The DA decided not to present the matter to the grand jury unless further evidence was found. Hardwick brought the suit in Federal District Court.
Justice White, writing for the majority, frames the question in the context of legal positivism. He rules narrowly, viewing Hartwick's challenge to the GA statute as applied to consensual homosexual sodomy only. The question then becomes, whether the Constitution confers a fundamental right upon gay people to engage in sodomy.
III. Holding No.
IV. Reasoning (White)
A. White begins by framing the question in terms of legal positivism.
B. He differentiates previous 14th Amendment Due Process Clause cases from this case. He draws the line and says that privacy rights do not reach this far.
C. Precedent is used to explain "ordered liberty." Both liberty and justice require order.
D. Historical argument: there is a long and strong history of the criminalization of sodomy. Therefore, the Court will not take a more expansive view, nor will it make things up in the Due Process Clause. The job of the Judiciary is not to legislate.
E. Court distinguishes Stanley (watching porn at home case) from Bowers because Stanley was based in the 1st Amendment grounds
F. Consequential argument: making "in the home" location based jurisdiction restrictions is a slippery slope and has tricky implications for other bad stuff (sex crimes) that could happen at home. This would be even more complicated because it would have the result of making the courts rule on morals to distinguish types of sexual acts at home. The courts cannot rule on morals, if for no other reason, because logistically it would clog up the judicial system.
A. Burger- He agrees with the opinion and underscores the importance of doctrinal precedent and of "moral teachings" of Judeo-Christian culture.
B. Powell- Agrees with the Court's "no fundamental right" ruling. States that the punishment of 20 years in prison may be cruel and unusual - in conflict with the 8th Amendment.
A. Blackmun (with Brennan, Marshall, Stevens)
1. Stanley and Kaz were precedent for "the right to be left alone." Later goes on to say that these cases were in fact grounded in privacy and explicitly not anchored in the 1st amendment.
2. Rejects the Court using King Henry IV as legitimate precedent, and cites Holmes in doing so.
3. Asks a different question: GA statute's definition of sodomy does not discriminate based on sex/status of person doing it. Hartwick being gay does not change his privacy rights. Privacy is for the location, not for the activity
4. Consequential: privacy is important because of its importance to the life of an individual. People define themselves through sexual relations.
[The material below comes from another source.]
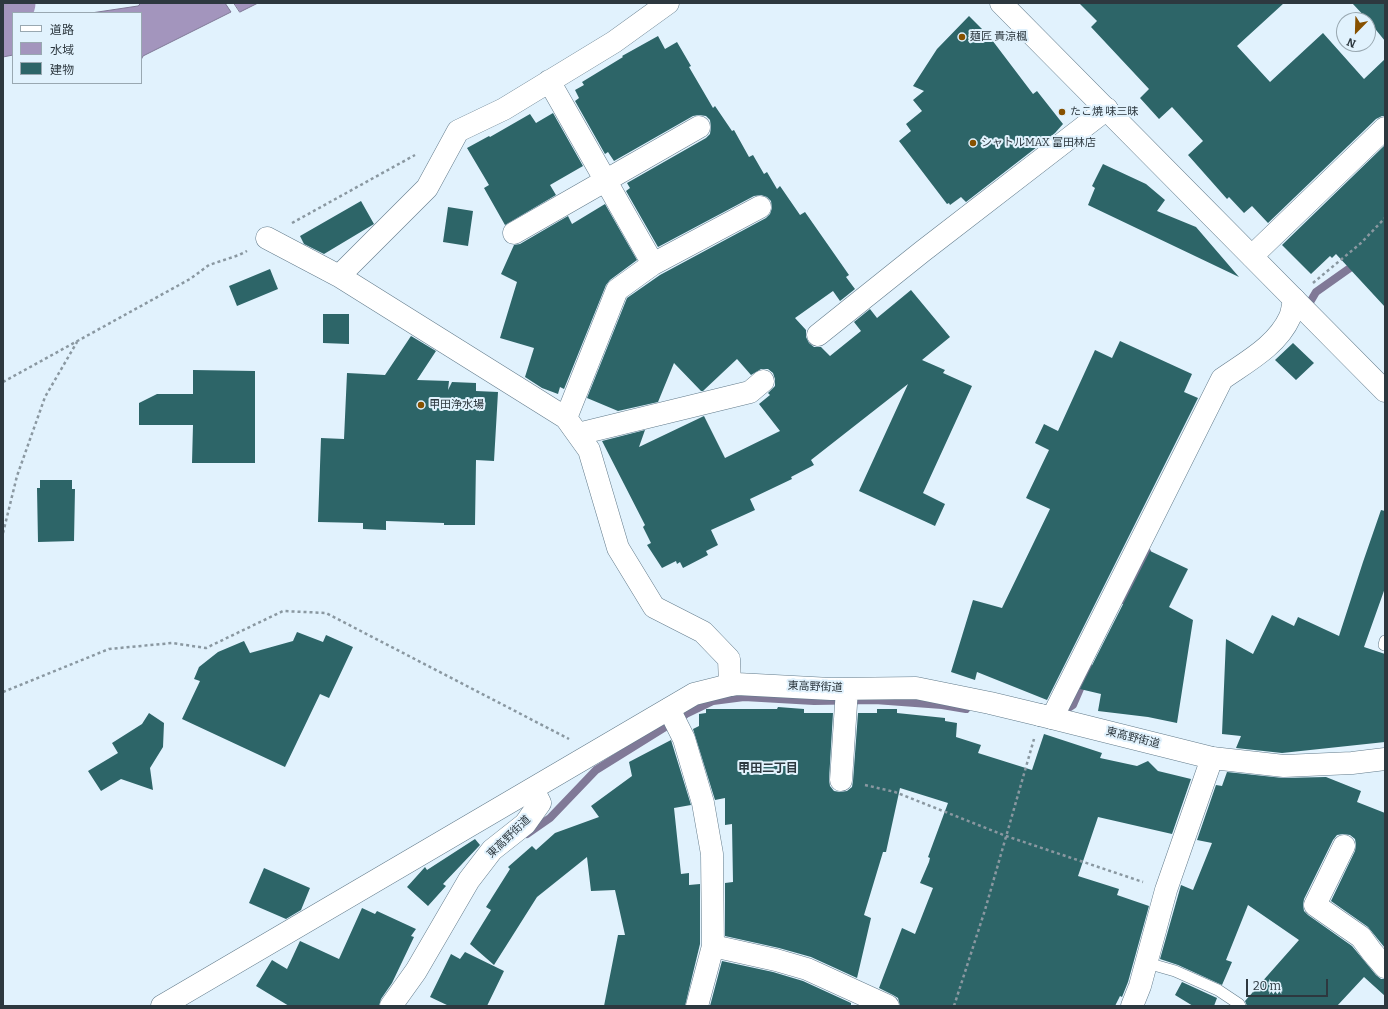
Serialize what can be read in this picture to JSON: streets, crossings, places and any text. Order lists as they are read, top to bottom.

Ethos: we are a diverse nation, therefore there will be diverse sexual relationships.
5. Structural: The home is viewed by the constitution as unique (AMD 4 -search and seizure), therefore it makes sense to have that be connected to privacy.
6. Ethos: a question of liberty---no justification for the general welfare claim, or for judeo Christian values, because things like race/religion discrimination are also no longer legitimate.
7. Structure: Defends choice of marriage, choice of having a gay relationship.
B. Stevens (Brennan, Marshall)
1. Re defines what the statute is about: sodomy is not about marriage or gender. Griswold already broke that pattern of reasoning.
2. Historical argument - Georgia statute historically did not discriminate against gays.
3. Answers the questions---can the state totally prohibit this conduct by all people? Can the Court save the statute by applying it just to homosexuals? The answer is an ethos argument — we value liberty. Society has the right to encourage values and behaviors insofar as it does not impose its will on others. All people have equal interests in liberty; therefore the statue must be applied equally. The Court cannot single out gays, if the statute does not single out gays.
Anti-gay sodomy laws are illegal. Gay sodomy is not a fundamental right in the constitution. (Case to be overturned by Lawrence v. Texas in 2003).